Improving distribution strategies with tools & technology

By Beth Ward | Chief Operations Officer | Smart Warehousing
How technology can help improve and overcome challenges in material shortages to rising customer expectations in the global supply chain

By now, no industry is a stranger to the complexities of the global supply chain. Between material shortages, backups at major supply chain nodes, and rising global tensions, warehouses and logistics managers are sometimes at a loss for how to overcome the obstacles facing today's fulfilment operations. 

This is especially true now that many companies feel immeasurable pressure to fulfil more orders faster than they ever have before. Studies show that the majority of consumers expect their free shipping orders to arrive within three business days or less. When your competition is Amazon providing free or even one-day shipping on many orders, it can be tough for smaller businesses to set themselves apart. 

Fortunately, new technology and tools can significantly improve order fulfilment times and even increase inventory visibility so you can know exactly what you have and where it is at any given time.

By adopting more modern technology and virtualisation, companies can bypass many of the obstacles that are disrupting supply chains around the world. 


There’s no denying that the pandemic and the Russia-Ukraine war have had a detrimental effect on supply chains worldwide.
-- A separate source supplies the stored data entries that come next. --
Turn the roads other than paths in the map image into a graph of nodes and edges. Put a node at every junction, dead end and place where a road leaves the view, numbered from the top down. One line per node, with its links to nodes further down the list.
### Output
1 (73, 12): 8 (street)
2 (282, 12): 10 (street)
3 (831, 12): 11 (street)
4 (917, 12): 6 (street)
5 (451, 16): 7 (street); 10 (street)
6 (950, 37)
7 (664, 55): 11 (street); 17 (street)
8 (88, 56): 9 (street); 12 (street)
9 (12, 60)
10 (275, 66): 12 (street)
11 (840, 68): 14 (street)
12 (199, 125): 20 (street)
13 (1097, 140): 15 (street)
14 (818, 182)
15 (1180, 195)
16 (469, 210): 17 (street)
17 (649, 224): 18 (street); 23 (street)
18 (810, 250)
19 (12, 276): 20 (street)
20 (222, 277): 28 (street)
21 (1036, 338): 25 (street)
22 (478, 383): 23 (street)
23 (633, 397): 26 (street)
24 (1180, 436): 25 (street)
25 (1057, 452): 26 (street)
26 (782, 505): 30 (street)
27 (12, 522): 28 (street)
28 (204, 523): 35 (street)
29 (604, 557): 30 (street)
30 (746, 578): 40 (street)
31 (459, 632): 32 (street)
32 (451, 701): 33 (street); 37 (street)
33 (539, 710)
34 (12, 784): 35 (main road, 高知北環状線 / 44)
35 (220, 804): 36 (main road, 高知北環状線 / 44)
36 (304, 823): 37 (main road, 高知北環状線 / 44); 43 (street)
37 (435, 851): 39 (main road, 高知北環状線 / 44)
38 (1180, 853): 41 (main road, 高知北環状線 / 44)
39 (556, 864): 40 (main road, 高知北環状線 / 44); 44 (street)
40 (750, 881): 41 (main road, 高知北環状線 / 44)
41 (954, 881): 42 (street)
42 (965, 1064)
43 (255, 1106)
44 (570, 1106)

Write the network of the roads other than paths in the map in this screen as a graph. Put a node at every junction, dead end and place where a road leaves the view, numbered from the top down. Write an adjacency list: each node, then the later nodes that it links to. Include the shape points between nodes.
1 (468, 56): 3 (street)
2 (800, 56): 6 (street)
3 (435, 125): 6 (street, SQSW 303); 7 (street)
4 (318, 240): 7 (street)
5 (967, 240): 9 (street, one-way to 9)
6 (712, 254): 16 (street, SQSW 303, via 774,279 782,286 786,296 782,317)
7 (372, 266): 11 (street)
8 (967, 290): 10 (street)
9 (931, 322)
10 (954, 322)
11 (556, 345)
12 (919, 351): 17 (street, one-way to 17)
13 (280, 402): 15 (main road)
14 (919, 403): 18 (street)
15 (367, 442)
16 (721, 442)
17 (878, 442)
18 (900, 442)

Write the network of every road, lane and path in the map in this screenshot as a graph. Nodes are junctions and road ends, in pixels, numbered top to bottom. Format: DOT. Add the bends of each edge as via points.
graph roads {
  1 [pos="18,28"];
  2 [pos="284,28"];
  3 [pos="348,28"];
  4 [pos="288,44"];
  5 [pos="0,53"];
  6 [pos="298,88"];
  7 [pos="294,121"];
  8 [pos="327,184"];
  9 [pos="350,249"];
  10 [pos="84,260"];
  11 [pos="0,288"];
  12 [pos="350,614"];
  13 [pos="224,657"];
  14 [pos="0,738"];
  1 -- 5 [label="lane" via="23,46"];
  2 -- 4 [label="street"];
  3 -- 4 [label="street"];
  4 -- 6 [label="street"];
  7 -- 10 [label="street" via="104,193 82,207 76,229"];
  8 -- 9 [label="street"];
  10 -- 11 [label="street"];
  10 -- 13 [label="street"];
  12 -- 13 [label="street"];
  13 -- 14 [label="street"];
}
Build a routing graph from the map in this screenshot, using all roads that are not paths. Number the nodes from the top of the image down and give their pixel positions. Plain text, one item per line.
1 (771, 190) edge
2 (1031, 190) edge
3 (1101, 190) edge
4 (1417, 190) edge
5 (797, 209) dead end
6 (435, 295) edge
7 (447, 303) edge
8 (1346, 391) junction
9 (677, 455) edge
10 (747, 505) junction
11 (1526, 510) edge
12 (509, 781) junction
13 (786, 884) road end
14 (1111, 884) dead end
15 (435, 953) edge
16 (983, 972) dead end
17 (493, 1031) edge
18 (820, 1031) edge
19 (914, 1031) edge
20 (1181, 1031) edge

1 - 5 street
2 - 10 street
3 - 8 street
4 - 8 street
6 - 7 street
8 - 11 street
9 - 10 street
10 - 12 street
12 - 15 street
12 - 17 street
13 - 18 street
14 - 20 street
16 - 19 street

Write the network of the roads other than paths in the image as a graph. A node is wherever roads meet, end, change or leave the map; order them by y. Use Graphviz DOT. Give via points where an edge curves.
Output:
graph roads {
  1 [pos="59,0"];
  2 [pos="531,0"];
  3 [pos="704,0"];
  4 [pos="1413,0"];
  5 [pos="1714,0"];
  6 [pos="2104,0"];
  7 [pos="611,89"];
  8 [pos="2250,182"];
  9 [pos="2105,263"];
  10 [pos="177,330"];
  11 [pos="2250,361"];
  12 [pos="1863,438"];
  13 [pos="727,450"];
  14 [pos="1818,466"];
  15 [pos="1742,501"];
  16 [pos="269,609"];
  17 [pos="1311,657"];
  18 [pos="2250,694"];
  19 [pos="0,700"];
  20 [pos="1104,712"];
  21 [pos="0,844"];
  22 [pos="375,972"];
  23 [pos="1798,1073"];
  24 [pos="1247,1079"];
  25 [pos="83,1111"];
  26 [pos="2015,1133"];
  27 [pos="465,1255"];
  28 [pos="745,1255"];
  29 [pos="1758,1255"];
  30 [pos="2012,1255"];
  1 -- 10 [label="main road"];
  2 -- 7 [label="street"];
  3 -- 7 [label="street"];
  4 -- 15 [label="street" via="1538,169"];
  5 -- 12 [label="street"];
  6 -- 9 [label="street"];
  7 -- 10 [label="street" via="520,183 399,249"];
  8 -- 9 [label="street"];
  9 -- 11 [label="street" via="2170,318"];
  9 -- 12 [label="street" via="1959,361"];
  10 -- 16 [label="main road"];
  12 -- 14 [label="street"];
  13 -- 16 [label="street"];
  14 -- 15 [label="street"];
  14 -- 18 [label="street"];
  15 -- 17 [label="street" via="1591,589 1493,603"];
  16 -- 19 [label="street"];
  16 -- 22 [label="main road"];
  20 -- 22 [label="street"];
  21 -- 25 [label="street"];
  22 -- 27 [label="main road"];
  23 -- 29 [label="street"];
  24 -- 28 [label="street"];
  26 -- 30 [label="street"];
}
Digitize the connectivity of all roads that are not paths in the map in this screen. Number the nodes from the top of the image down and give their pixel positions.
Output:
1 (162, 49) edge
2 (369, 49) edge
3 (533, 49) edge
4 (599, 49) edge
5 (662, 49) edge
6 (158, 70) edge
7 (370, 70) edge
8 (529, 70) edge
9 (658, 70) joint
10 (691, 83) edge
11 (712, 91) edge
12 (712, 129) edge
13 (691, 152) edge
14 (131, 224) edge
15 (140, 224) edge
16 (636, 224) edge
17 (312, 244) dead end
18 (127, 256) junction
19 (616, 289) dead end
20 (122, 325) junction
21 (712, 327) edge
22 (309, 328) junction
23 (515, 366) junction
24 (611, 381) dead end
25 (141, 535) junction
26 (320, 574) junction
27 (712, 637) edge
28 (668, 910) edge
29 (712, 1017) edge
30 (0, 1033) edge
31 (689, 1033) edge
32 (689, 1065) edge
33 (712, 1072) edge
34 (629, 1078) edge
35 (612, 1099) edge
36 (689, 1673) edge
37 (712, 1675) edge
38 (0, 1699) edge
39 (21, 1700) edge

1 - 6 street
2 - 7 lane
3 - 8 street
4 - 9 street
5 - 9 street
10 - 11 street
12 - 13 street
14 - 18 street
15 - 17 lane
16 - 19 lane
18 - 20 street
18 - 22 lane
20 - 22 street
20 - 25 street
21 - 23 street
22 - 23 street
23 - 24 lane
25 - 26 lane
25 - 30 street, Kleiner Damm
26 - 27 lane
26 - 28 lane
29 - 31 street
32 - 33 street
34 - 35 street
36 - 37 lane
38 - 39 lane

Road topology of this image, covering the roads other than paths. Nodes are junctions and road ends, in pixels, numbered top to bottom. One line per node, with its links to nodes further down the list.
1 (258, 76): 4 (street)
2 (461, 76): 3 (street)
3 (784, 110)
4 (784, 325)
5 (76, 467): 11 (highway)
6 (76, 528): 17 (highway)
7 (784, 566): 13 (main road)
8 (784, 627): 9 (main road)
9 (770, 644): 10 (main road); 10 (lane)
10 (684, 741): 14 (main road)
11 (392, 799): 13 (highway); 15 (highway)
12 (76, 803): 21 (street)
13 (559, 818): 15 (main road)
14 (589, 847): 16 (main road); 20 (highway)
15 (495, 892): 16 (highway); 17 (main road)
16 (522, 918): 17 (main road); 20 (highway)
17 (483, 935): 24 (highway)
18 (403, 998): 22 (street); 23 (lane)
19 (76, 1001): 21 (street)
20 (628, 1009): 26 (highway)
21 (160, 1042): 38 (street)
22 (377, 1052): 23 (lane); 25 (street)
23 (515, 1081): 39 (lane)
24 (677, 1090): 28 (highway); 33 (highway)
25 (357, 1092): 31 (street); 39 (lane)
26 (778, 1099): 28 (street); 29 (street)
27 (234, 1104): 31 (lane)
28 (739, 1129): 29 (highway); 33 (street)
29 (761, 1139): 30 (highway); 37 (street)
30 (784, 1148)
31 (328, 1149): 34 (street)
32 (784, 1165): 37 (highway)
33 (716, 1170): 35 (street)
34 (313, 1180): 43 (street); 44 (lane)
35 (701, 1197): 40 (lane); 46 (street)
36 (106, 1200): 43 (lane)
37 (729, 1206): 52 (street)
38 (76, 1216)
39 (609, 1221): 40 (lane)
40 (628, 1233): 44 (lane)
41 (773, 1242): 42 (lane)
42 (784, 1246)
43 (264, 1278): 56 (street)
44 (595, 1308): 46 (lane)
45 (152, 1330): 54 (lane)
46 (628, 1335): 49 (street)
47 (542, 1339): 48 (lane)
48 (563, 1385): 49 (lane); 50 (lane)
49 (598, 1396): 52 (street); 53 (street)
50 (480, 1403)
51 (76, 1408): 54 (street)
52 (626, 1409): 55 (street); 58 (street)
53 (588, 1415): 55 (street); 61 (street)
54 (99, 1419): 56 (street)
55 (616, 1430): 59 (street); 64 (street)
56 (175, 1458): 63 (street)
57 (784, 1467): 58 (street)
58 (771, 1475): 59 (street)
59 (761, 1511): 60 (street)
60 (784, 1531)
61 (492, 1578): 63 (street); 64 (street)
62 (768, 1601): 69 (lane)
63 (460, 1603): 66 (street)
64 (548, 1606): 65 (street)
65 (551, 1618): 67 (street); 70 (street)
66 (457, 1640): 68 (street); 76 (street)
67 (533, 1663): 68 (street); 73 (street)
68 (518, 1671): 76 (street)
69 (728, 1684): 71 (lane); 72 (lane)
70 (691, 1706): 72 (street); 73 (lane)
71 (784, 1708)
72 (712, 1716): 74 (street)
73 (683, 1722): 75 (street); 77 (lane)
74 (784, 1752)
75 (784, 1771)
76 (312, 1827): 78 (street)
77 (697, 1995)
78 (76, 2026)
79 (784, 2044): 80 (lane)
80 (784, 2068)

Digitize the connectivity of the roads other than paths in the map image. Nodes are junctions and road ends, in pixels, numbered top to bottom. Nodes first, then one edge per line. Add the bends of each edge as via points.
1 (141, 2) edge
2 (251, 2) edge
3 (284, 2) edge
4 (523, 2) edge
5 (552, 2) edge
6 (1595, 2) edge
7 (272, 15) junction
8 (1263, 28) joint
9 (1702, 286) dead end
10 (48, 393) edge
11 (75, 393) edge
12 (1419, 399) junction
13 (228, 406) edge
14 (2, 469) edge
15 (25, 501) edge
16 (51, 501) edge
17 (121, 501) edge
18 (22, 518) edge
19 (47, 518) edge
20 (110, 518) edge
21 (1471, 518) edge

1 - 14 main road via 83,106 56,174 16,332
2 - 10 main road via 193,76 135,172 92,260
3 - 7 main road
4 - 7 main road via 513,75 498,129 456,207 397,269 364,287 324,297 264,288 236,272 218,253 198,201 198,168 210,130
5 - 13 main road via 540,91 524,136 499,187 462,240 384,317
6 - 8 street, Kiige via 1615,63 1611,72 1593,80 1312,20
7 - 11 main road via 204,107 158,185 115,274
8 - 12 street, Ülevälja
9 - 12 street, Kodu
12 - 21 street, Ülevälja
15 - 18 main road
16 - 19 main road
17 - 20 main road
Unfortunately, companies are still not out of the woods when it comes to adapting to this post-pandemic world. More than half of logistics managers do not expect the supply chain to return to normal until at least 2024 due to travel and shipping route limitations, energy shortages, and material shortages. 

The material shortages and backups at supply chain nodes have also caused warehouse space to become limited. Products aren’t moving as quickly as they used to, and many companies are struggling with how to deal with dead stock that is just sitting in warehouses.

The limited warehouse space has caused a nearly 400 percent increase in storage prices. 

As if warehouses didn’t have enough problems to deal with, now consumers also have higher expectations when it comes to delivery speed. About 62 percent of online shoppers in the U.S. believe fast delivery is the most important aspect of the customer experience. Now speed has become the name of the game. 

Tools and Technologies

The best hope in the warehousing industry to solve these challenges is the fact that there are always new tools that can help us navigate the rapidly changing landscape. 

Barcode technology, for example, is a relatively simple technology that has been around for decades. But now there are new tools like pick-by-vision that use barcode technology to enable faster fulfilment.

Pick-by-vision incorporates a barcode scanner and a headset with augmented reality goggles that can guide a worker through a warehouse to fulfil an order more efficiently. The goggles show crucial information on a particular item’s location while the worker moves through the warehouse. 

The Internet of Things (IoT) is another crucial tool that can improve warehouse operations. IoT simply refers to a network of physical devices that communicate with each other and with software programs that can help manage all aspects of the supply chain.

About a third of companies in the Western hemisphere currently use IoT and even more plan to integrate IoT by next year, making this another essential tool for warehouse management to keep up with the competition.

IoT devices are commonly used to send location data and other types of information to a warehouse management system (WMS). A WMS tracks all activity within a warehouse from inventory levels, product movement, and worker activity to give the most detailed picture of warehouse operations and increase inventory visibility. 

Finally, digital twins is perhaps the most revolutionary new technology to hit the fulfilment industry.

Digital twins use a combination of IoT, scanners, and software to build a virtual reality replication of a system or environment that can then be used to test changes without having the impact of the real environment. Digital twins can be used to simulate everything from installing a new WMS to predicting when dead stock will accumulate. 

All of these tools mark a move towards increased virtualisation and data-driven warehouse management to ensure more efficient processes throughout the supply chain. 

Final Thoughts

Regardless of what new tools hit the market, the main goal should be to make your processes as efficient as possible and help cut back on fulfilment times. Doing so will keep your customers coming back, help your bottom line, and help you keep your business running smoothly.